For manuscripts too can be migrants from home. A key figure in de Hamel’s account is Sir George Grey, twice governor of New Zealand and elected its premier in 1877. Grey built himself a private paradise on Kawau Island. Here he created ‘a kind of acclimatisation depot’, introducing exotic birds, botanical specimens and other less welcome species such as the possum and wallaby. Grey also saw himself as enriching New Zealand, this far-flung outpost of the British Empire, with representative treasures of old Europe. At the time, it was deemed absurd that illuminated manuscripts should be sent on treacherous voyages overseas to a country that might not appreciate them. But Grey was farsighted enough to realise their value for future generations and by the end of the century his collection was available to view at the newly opened public library in Auckland.

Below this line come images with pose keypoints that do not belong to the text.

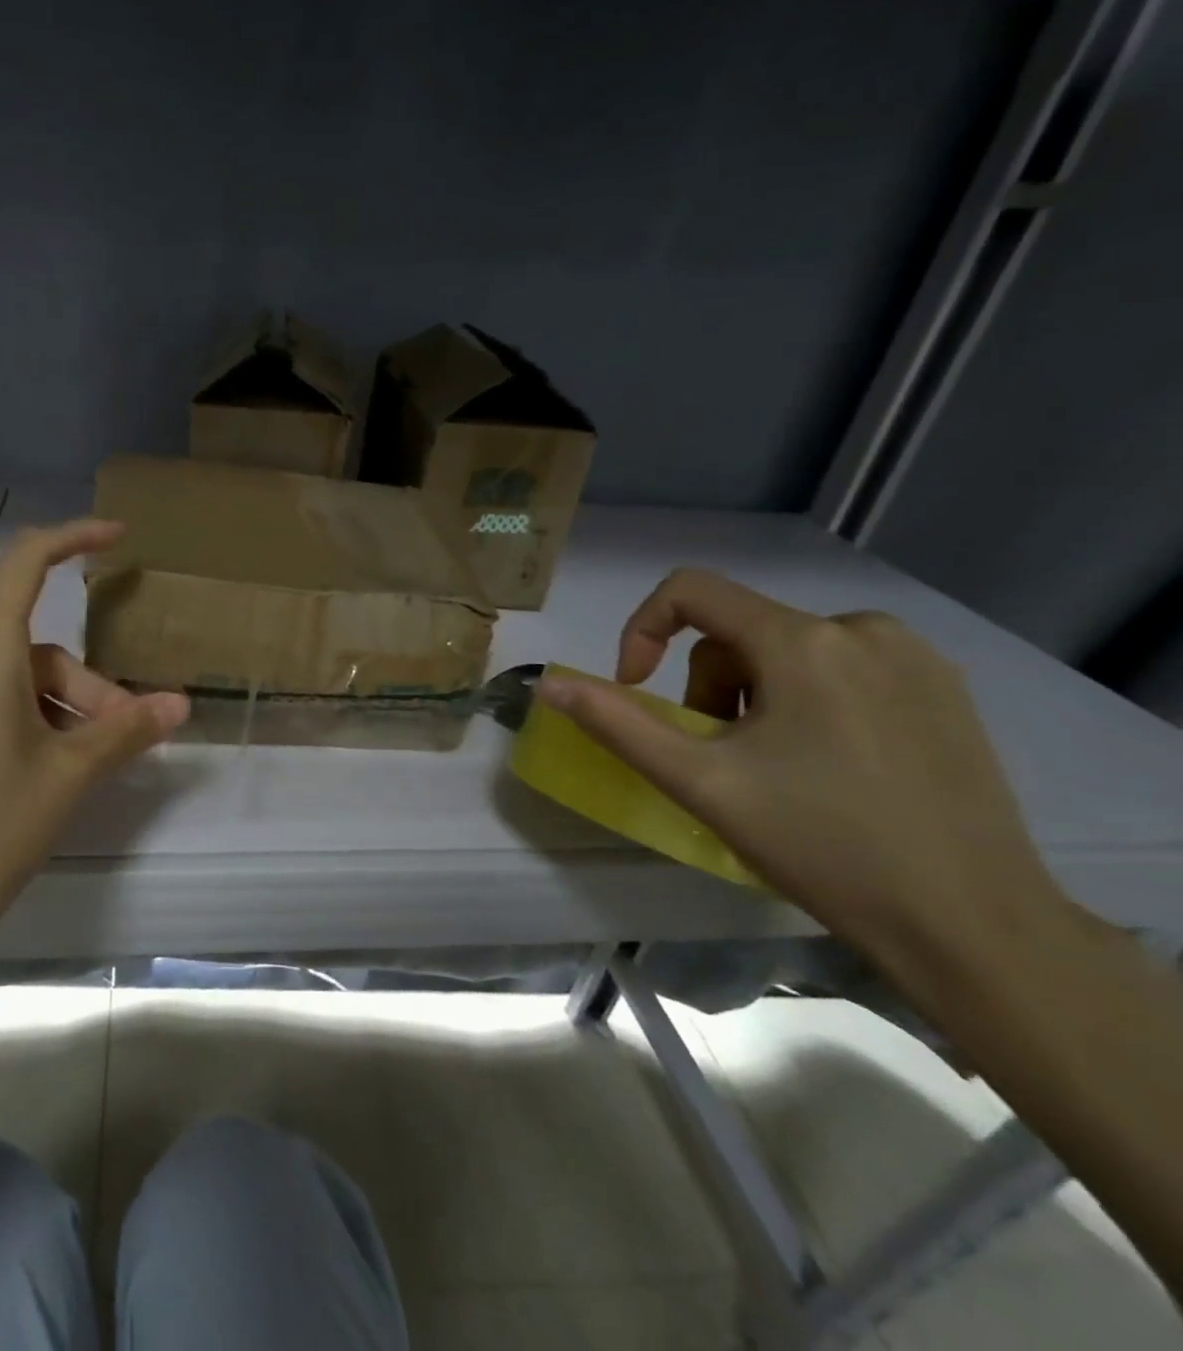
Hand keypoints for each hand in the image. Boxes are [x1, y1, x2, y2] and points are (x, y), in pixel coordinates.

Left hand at [0, 519, 188, 985]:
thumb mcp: (67, 775)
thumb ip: (124, 730)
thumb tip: (178, 704)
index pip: (26, 563)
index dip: (74, 539)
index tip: (118, 538)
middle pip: (32, 647)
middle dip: (87, 683)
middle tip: (125, 735)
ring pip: (7, 683)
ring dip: (57, 710)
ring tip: (86, 768)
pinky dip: (22, 724)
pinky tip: (38, 779)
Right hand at [536, 569, 1067, 964]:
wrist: (970, 924)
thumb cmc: (820, 845)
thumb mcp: (699, 781)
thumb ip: (616, 722)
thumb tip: (547, 682)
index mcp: (805, 642)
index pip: (692, 591)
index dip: (641, 630)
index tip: (636, 689)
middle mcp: (865, 629)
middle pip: (739, 632)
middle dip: (709, 689)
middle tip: (719, 759)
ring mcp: (916, 658)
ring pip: (788, 652)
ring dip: (754, 698)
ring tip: (771, 768)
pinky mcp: (946, 689)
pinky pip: (841, 669)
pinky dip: (805, 702)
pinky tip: (825, 766)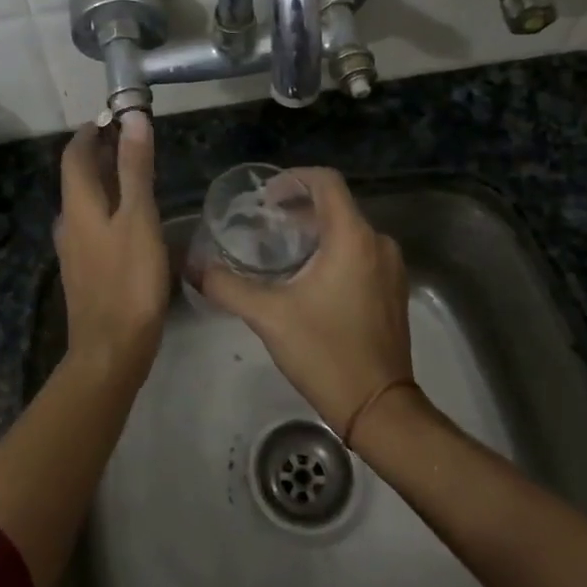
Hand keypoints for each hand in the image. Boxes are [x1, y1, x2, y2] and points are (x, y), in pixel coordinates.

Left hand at [55, 112, 168, 379]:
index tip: (114, 116)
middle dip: (100, 152)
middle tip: (132, 139)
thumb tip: (132, 118)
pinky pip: (93, 224)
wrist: (111, 349)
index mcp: (78, 205)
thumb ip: (135, 168)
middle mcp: (69, 222)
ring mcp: (74, 249)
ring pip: (86, 202)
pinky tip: (132, 219)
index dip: (91, 130)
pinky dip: (109, 207)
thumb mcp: (139, 218)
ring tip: (136, 173)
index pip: (75, 154)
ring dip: (106, 180)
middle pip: (79, 177)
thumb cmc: (129, 280)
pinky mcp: (85, 271)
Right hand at [199, 168, 412, 433]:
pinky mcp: (393, 290)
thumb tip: (193, 267)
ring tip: (280, 250)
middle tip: (263, 224)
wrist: (379, 407)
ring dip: (315, 231)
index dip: (293, 178)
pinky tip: (308, 277)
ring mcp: (391, 268)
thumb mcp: (269, 316)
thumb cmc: (325, 352)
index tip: (265, 197)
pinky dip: (334, 252)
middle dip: (299, 207)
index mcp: (353, 238)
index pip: (327, 181)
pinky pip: (361, 253)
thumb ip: (227, 287)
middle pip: (336, 205)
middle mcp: (378, 243)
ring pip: (349, 231)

The ‘vellomaniac’ Sir Thomas Phillipps’s vast collection was still being catalogued a century after his death

De Hamel is not perhaps a natural memoirist. Characters from his past tend to lie lifeless on the page, even his mentor A.H. Reed, who allowed him to borrow leaves from manuscripts at Dunedin to hang on his bedroom wall, satisfying the longing for a tangible past of a young boy cut off from his roots. The joy of this book are de Hamel’s true ‘intimate companions’, the manuscripts, and his ability to evoke the thrill and wonder he feels as he encounters them, whether it’s a 12th-century copy of Boethius he finds in Wellington, probably designed for Thomas Becket, or a Bible in Auckland, which he traces back to a Cistercian monastery in north-central Poland.

Roughly a million medieval manuscripts survive around the world today. As you accompany de Hamel on his investigations, spare a thought for the calligraphers and illustrators, mostly unknown, who created them. Occasionally you catch their voices in the marginalia. John Whas, the Benedictine who worked ‘intensely’ on the Sherborne Missal, complained that his body was ‘much wasted’ as a result. And we can surely all empathise with another monk who scribbled: ‘Now I’ve written the whole thing for Christ’s sake give me a drink.’